Supplied material section start
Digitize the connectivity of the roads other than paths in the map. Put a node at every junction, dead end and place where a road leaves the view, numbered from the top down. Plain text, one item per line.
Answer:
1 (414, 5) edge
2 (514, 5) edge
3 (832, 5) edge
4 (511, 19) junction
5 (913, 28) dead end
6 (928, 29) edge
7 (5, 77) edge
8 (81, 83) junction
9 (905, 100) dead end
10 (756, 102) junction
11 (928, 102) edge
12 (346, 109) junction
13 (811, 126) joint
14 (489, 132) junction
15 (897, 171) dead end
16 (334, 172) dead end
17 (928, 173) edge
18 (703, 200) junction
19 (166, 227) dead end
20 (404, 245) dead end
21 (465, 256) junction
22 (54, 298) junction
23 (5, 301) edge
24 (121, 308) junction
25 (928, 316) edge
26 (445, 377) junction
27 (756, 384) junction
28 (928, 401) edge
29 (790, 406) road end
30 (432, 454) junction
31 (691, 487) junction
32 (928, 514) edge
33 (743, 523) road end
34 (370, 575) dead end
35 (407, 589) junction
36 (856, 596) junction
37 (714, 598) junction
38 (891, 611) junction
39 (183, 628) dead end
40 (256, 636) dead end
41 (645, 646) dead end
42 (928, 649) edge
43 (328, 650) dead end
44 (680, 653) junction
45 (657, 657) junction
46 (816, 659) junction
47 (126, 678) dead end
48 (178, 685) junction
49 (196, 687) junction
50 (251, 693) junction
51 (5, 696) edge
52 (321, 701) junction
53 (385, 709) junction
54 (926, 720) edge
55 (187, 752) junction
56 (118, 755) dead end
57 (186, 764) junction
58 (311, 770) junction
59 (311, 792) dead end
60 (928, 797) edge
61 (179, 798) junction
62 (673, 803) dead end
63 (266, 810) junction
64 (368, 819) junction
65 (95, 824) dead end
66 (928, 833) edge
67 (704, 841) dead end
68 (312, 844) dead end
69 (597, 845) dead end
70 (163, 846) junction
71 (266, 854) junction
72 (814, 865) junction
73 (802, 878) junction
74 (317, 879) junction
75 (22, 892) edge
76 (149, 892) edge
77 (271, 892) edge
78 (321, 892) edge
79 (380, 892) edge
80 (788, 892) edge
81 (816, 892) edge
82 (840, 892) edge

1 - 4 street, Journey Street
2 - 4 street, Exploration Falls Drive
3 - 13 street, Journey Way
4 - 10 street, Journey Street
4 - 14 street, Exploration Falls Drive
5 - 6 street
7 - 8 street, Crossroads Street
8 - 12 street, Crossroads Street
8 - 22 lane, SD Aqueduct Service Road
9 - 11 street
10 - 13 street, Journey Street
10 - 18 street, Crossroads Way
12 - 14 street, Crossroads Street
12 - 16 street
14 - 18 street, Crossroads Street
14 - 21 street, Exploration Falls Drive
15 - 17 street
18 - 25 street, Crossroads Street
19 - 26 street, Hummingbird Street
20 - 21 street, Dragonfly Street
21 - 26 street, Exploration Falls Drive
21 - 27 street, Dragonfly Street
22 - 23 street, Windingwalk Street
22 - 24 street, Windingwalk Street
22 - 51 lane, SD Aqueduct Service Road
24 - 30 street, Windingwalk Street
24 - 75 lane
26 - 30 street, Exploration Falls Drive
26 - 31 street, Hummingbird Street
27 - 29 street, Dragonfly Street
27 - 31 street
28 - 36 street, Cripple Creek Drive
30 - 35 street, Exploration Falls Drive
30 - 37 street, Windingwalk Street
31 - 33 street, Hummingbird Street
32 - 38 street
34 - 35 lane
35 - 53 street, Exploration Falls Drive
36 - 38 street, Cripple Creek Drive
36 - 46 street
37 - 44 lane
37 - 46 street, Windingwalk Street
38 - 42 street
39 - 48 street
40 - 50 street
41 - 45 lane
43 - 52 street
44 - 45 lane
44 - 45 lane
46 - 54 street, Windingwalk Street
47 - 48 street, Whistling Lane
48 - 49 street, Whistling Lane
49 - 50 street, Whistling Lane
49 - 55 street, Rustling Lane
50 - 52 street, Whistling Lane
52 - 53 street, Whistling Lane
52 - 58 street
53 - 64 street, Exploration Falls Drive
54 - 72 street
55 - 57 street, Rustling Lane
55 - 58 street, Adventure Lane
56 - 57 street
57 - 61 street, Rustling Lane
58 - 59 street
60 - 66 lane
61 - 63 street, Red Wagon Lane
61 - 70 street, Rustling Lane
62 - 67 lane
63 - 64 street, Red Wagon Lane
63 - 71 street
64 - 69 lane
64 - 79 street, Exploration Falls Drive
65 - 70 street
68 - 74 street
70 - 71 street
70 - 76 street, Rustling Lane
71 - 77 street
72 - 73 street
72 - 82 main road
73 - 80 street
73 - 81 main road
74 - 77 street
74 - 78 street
Supplied material section end
What you are asked to do> Transcribe the listing so that each line matches exactly.

Output for this exercise>
Digitize the connectivity of the roads other than paths in the map. Put a node at every junction, dead end and place where a road leaves the view, numbered from the top down. Plain text, one item per line.
Answer:
1 (414, 5) edge
2 (514, 5) edge
3 (832, 5) edge
4 (511, 19) junction
5 (913, 28) dead end
6 (928, 29) edge
7 (5, 77) edge
8 (81, 83) junction
9 (905, 100) dead end
10 (756, 102) junction
11 (928, 102) edge
12 (346, 109) junction
13 (811, 126) joint
14 (489, 132) junction
15 (897, 171) dead end
16 (334, 172) dead end
17 (928, 173) edge
18 (703, 200) junction
19 (166, 227) dead end
20 (404, 245) dead end
21 (465, 256) junction
22 (54, 298) junction
23 (5, 301) edge
24 (121, 308) junction
25 (928, 316) edge
26 (445, 377) junction
27 (756, 384) junction
28 (928, 401) edge
29 (790, 406) road end
30 (432, 454) junction
31 (691, 487) junction
32 (928, 514) edge
33 (743, 523) road end
34 (370, 575) dead end
35 (407, 589) junction
36 (856, 596) junction
37 (714, 598) junction
38 (891, 611) junction
39 (183, 628) dead end
40 (256, 636) dead end
41 (645, 646) dead end
42 (928, 649) edge
43 (328, 650) dead end
44 (680, 653) junction
45 (657, 657) junction
46 (816, 659) junction
47 (126, 678) dead end
48 (178, 685) junction
49 (196, 687) junction
50 (251, 693) junction
51 (5, 696) edge
52 (321, 701) junction
53 (385, 709) junction
54 (926, 720) edge
55 (187, 752) junction
56 (118, 755) dead end
57 (186, 764) junction
58 (311, 770) junction
59 (311, 792) dead end
60 (928, 797) edge
61 (179, 798) junction
62 (673, 803) dead end
63 (266, 810) junction
64 (368, 819) junction
65 (95, 824) dead end
66 (928, 833) edge
67 (704, 841) dead end
68 (312, 844) dead end
69 (597, 845) dead end
70 (163, 846) junction
71 (266, 854) junction
72 (814, 865) junction
73 (802, 878) junction
74 (317, 879) junction
75 (22, 892) edge
76 (149, 892) edge
77 (271, 892) edge
78 (321, 892) edge
79 (380, 892) edge
80 (788, 892) edge
81 (816, 892) edge
82 (840, 892) edge

1 - 4 street, Journey Street
2 - 4 street, Exploration Falls Drive
3 - 13 street, Journey Way
4 - 10 street, Journey Street
4 - 14 street, Exploration Falls Drive
5 - 6 street
7 - 8 street, Crossroads Street
8 - 12 street, Crossroads Street
8 - 22 lane, SD Aqueduct Service Road
9 - 11 street
10 - 13 street, Journey Street
10 - 18 street, Crossroads Way
12 - 14 street, Crossroads Street
12 - 16 street
14 - 18 street, Crossroads Street
14 - 21 street, Exploration Falls Drive
15 - 17 street
18 - 25 street, Crossroads Street
19 - 26 street, Hummingbird Street
20 - 21 street, Dragonfly Street
21 - 26 street, Exploration Falls Drive
21 - 27 street, Dragonfly Street
22 - 23 street, Windingwalk Street
22 - 24 street, Windingwalk Street
22 - 51 lane, SD Aqueduct Service Road
24 - 30 street, Windingwalk Street
24 - 75 lane
26 - 30 street, Exploration Falls Drive
26 - 31 street, Hummingbird Street
27 - 29 street, Dragonfly Street
27 - 31 street
28 - 36 street, Cripple Creek Drive
30 - 35 street, Exploration Falls Drive
30 - 37 street, Windingwalk Street
31 - 33 street, Hummingbird Street
32 - 38 street
34 - 35 lane
35 - 53 street, Exploration Falls Drive
36 - 38 street, Cripple Creek Drive
36 - 46 street
37 - 44 lane
37 - 46 street, Windingwalk Street
38 - 42 street
39 - 48 street
40 - 50 street
41 - 45 lane
43 - 52 street
44 - 45 lane
44 - 45 lane
46 - 54 street, Windingwalk Street
47 - 48 street, Whistling Lane
48 - 49 street, Whistling Lane
49 - 50 street, Whistling Lane
49 - 55 street, Rustling Lane
50 - 52 street, Whistling Lane
52 - 53 street, Whistling Lane
52 - 58 street
53 - 64 street, Exploration Falls Drive
54 - 72 street
55 - 57 street, Rustling Lane
55 - 58 street, Adventure Lane
56 - 57 street
57 - 61 street, Rustling Lane
58 - 59 street
60 - 66 lane
61 - 63 street, Red Wagon Lane
61 - 70 street, Rustling Lane
62 - 67 lane
63 - 64 street, Red Wagon Lane
63 - 71 street
64 - 69 lane
64 - 79 street, Exploration Falls Drive
65 - 70 street
68 - 74 street
70 - 71 street
70 - 76 street, Rustling Lane
71 - 77 street
72 - 73 street
72 - 82 main road
73 - 80 street
73 - 81 main road
74 - 77 street
74 - 78 street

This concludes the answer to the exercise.